## [WORK ITEM]
Search the listing for the word "Hemlock" and copy every line where it turns up.
● ● ● ●
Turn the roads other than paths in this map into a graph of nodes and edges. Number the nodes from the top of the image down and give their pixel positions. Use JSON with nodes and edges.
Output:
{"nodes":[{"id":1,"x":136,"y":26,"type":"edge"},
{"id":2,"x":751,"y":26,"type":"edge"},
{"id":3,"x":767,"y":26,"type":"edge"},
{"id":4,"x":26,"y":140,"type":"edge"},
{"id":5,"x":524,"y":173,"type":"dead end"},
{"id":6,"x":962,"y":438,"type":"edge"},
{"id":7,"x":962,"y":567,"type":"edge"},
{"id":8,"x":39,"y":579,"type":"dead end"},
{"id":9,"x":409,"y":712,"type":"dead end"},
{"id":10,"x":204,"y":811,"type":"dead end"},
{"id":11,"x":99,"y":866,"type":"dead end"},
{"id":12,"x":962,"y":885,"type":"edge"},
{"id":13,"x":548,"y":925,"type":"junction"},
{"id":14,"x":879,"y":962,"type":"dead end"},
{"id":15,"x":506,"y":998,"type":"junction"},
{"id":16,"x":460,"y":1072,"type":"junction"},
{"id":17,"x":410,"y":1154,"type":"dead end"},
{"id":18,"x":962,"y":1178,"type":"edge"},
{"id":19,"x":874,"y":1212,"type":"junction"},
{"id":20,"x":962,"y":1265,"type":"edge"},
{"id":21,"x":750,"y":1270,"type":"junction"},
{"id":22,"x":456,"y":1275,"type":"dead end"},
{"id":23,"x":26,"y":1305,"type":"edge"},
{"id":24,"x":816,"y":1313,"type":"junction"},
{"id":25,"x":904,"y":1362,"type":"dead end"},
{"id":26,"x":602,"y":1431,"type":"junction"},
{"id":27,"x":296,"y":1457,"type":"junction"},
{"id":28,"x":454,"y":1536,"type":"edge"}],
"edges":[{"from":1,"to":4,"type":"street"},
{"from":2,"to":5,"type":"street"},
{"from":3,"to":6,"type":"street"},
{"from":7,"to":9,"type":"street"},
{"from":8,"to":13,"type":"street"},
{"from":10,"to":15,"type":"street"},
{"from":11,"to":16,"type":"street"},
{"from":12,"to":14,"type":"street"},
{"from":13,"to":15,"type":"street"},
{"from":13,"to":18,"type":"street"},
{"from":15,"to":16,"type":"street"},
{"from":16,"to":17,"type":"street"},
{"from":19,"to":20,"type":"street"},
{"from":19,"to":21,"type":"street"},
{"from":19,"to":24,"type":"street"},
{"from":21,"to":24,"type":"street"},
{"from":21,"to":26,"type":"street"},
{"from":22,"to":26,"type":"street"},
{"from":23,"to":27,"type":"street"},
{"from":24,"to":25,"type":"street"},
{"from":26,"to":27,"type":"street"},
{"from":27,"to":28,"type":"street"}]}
● ● ● ●
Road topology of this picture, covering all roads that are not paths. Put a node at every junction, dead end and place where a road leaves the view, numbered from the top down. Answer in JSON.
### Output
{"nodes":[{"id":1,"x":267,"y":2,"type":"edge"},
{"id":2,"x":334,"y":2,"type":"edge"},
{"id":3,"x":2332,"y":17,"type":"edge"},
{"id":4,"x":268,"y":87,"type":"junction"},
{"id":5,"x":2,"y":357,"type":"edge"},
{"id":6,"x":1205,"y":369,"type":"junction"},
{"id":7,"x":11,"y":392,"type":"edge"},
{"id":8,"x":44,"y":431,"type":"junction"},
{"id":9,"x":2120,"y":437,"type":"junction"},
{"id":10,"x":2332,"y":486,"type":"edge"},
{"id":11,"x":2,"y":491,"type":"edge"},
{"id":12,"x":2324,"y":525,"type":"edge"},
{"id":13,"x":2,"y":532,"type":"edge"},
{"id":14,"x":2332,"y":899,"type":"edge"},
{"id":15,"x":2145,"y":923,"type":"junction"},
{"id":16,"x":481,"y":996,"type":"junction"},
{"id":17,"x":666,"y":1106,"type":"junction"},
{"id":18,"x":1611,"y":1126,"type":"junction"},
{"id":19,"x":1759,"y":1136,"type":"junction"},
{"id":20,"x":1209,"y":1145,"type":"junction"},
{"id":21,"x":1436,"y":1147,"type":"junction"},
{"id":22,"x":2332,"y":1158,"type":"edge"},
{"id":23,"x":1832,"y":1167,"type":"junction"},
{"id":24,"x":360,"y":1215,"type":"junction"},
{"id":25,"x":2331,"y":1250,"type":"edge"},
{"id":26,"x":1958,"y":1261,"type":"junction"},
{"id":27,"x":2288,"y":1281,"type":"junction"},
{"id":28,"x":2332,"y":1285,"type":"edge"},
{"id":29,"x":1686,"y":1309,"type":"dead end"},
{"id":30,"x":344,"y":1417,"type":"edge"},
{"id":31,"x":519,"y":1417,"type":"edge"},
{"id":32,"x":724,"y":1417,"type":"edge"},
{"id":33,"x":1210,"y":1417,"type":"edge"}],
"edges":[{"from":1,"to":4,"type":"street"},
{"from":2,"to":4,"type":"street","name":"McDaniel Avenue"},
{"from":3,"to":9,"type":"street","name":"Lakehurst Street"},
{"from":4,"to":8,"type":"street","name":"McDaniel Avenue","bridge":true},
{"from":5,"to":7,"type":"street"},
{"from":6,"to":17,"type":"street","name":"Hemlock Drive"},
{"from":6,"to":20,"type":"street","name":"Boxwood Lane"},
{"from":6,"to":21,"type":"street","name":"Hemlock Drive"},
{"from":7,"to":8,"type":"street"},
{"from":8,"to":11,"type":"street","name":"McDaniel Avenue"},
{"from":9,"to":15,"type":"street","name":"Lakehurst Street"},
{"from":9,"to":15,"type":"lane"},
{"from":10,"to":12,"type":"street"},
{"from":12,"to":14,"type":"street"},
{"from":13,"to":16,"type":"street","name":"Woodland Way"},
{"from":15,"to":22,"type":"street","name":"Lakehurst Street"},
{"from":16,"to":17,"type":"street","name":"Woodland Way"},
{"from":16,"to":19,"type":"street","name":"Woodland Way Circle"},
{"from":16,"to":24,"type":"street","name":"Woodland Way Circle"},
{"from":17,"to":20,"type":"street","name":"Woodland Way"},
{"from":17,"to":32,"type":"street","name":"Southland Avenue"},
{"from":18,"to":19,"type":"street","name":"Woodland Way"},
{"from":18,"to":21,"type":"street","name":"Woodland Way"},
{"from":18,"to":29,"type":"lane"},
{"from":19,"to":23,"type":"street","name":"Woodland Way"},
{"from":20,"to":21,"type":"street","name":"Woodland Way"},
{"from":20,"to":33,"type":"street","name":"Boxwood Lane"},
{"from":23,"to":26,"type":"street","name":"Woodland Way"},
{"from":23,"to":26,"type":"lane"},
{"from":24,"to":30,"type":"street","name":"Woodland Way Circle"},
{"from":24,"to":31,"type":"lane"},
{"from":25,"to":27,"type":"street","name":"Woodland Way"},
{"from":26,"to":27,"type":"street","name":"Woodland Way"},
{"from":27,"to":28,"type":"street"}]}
● ● ● ●
## [TASK ANSWER]
{"from":6,"to":17,"type":"street","name":"Hemlock Drive"},
{"from":6,"to":21,"type":"street","name":"Hemlock Drive"},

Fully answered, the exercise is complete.